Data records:
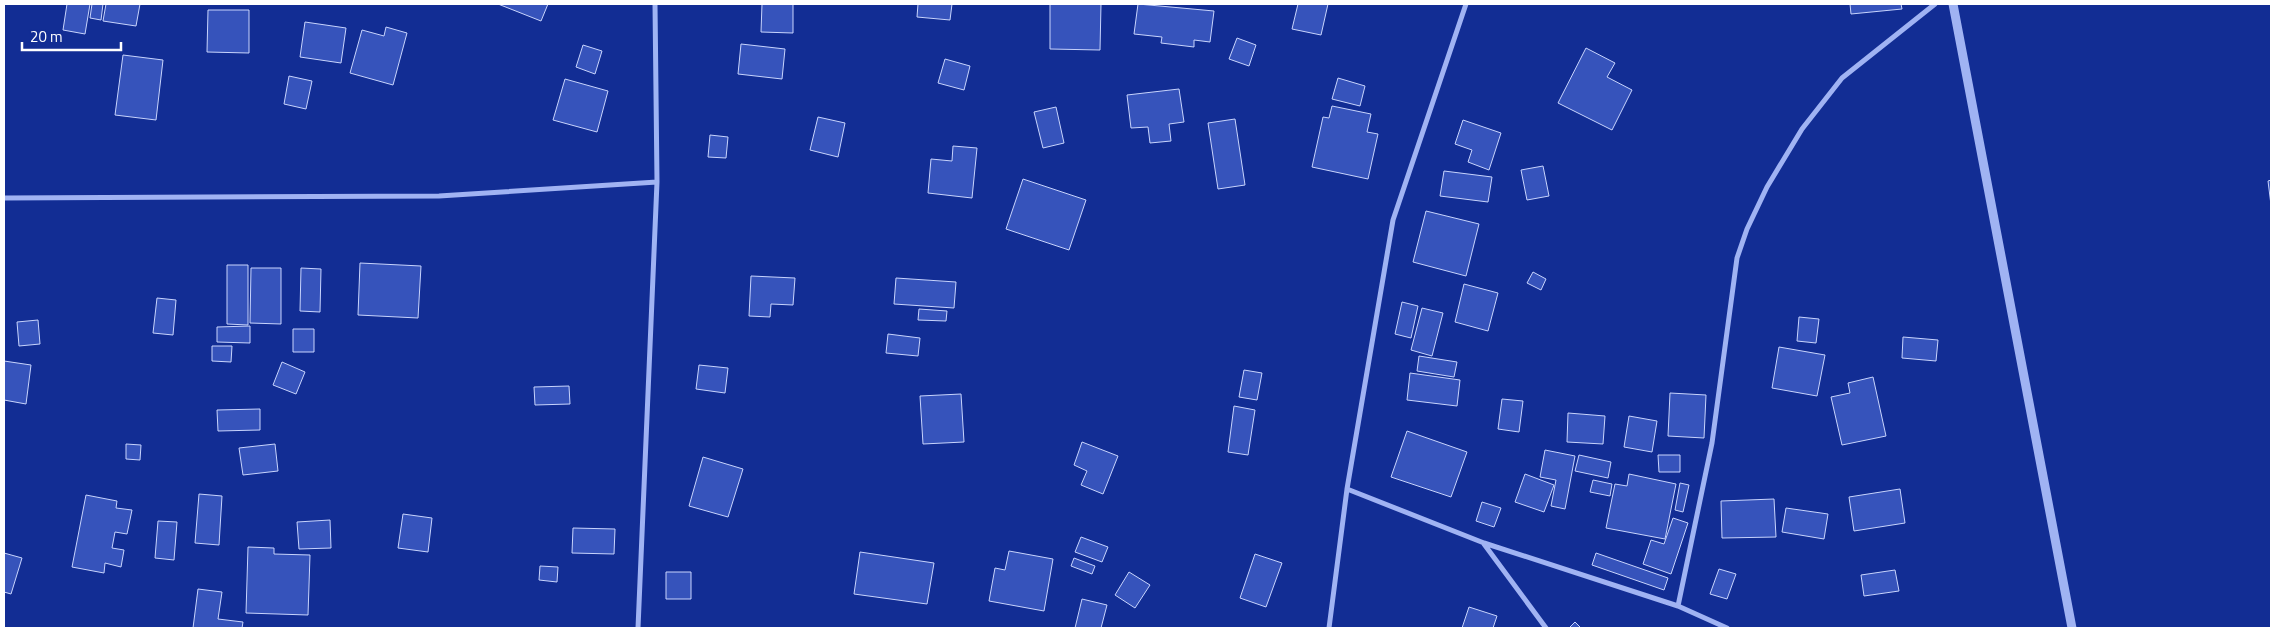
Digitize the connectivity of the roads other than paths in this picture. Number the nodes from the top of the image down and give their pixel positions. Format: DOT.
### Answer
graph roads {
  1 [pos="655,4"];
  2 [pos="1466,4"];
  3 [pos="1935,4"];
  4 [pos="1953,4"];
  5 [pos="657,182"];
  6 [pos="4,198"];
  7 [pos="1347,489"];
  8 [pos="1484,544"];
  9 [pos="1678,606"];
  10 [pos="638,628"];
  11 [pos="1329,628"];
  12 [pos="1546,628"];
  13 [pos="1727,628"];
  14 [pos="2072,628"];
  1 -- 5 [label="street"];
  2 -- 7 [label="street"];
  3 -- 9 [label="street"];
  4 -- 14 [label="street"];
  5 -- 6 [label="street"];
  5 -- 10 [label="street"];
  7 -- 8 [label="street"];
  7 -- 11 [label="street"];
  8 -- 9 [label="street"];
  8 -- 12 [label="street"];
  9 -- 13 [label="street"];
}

## WORK ITEM
Set every line of the records down again exactly, and exclude all pictures.

## WRITTEN SOLUTION
Digitize the connectivity of the roads other than paths in this picture. Number the nodes from the top of the image down and give their pixel positions. Format: DOT.
### Answer
graph roads {
  1 [pos="655,4"];
  2 [pos="1466,4"];
  3 [pos="1935,4"];
  4 [pos="1953,4"];
  5 [pos="657,182"];
  6 [pos="4,198"];
  7 [pos="1347,489"];
  8 [pos="1484,544"];
  9 [pos="1678,606"];
  10 [pos="638,628"];
  11 [pos="1329,628"];
  12 [pos="1546,628"];
  13 [pos="1727,628"];
  14 [pos="2072,628"];
  1 -- 5 [label="street"];
  2 -- 7 [label="street"];
  3 -- 9 [label="street"];
  4 -- 14 [label="street"];
  5 -- 6 [label="street"];
  5 -- 10 [label="street"];
  7 -- 8 [label="street"];
  7 -- 11 [label="street"];
  8 -- 9 [label="street"];
  8 -- 12 [label="street"];
  9 -- 13 [label="street"];
}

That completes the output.